For the entries that follow, tally the lines holding the string "Thái". Give the total and nothing else.

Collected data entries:
Segment Open
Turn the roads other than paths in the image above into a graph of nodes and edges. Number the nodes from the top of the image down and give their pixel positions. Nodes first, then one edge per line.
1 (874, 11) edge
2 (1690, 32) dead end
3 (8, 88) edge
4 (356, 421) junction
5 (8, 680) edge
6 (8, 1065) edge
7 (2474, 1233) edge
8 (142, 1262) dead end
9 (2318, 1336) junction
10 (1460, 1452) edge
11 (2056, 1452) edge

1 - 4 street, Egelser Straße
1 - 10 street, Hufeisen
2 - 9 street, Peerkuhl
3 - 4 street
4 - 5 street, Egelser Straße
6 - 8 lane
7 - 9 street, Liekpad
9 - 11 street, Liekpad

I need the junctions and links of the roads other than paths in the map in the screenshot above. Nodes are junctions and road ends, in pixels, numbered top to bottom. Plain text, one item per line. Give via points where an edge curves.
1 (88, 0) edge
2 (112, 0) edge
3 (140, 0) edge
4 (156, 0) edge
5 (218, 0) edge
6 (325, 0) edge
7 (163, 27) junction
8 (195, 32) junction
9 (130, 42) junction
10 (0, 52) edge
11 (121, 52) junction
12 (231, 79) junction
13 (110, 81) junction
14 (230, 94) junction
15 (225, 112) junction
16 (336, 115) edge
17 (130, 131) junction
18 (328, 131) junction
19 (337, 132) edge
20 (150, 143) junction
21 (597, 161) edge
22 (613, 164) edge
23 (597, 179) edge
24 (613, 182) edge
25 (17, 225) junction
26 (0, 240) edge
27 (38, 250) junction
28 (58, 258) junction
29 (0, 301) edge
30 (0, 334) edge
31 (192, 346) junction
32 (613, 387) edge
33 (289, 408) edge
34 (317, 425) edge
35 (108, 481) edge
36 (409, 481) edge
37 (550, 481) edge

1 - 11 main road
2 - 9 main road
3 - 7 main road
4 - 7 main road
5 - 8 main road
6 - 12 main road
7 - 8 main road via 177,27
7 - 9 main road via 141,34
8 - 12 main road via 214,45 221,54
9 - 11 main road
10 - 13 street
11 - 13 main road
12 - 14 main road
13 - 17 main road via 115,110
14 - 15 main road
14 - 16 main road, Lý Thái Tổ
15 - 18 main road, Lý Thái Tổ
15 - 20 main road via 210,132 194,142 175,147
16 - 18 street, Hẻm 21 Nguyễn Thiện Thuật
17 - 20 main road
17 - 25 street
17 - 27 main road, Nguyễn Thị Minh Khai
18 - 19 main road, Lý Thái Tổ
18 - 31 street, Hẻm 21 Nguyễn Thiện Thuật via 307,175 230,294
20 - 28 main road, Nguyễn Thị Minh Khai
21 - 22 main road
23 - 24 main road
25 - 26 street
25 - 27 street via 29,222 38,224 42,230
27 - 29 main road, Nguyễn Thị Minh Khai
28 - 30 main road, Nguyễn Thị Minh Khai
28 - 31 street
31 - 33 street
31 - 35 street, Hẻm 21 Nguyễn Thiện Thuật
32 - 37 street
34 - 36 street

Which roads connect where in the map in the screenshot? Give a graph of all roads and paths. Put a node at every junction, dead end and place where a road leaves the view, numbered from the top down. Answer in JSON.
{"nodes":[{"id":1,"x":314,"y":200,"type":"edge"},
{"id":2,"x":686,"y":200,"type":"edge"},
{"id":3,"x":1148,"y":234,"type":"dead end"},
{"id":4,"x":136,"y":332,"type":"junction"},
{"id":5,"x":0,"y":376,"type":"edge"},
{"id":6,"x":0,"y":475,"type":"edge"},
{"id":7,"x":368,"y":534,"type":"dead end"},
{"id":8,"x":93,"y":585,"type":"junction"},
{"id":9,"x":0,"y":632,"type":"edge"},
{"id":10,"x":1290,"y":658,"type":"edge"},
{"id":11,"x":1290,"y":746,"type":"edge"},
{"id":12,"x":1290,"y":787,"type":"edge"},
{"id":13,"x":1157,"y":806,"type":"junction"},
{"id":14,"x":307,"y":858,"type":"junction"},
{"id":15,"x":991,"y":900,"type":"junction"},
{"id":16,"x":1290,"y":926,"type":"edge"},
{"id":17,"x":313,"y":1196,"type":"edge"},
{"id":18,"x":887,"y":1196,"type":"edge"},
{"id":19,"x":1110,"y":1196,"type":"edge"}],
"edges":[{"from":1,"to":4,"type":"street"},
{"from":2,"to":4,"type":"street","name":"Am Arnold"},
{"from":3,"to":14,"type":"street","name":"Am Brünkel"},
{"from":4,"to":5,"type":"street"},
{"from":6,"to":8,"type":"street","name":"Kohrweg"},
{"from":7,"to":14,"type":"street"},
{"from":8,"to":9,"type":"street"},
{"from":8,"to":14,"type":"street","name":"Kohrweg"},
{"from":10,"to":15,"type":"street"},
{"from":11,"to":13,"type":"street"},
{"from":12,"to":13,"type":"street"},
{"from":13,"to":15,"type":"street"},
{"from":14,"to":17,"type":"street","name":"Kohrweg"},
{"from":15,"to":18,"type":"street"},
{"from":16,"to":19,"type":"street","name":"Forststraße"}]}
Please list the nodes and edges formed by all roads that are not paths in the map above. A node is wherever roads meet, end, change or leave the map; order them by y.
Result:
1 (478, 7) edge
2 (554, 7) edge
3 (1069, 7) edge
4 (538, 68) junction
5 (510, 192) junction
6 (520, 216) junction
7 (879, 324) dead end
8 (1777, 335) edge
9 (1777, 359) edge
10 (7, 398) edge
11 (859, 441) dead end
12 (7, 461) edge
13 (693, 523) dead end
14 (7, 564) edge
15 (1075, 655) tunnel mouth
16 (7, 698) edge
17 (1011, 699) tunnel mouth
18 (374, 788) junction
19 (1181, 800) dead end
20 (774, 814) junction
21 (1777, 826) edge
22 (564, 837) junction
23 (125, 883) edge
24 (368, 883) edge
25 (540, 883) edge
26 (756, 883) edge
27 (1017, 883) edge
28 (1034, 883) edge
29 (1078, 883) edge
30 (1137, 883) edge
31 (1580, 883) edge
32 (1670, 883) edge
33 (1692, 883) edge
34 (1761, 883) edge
Segment Closed
- Task result:
3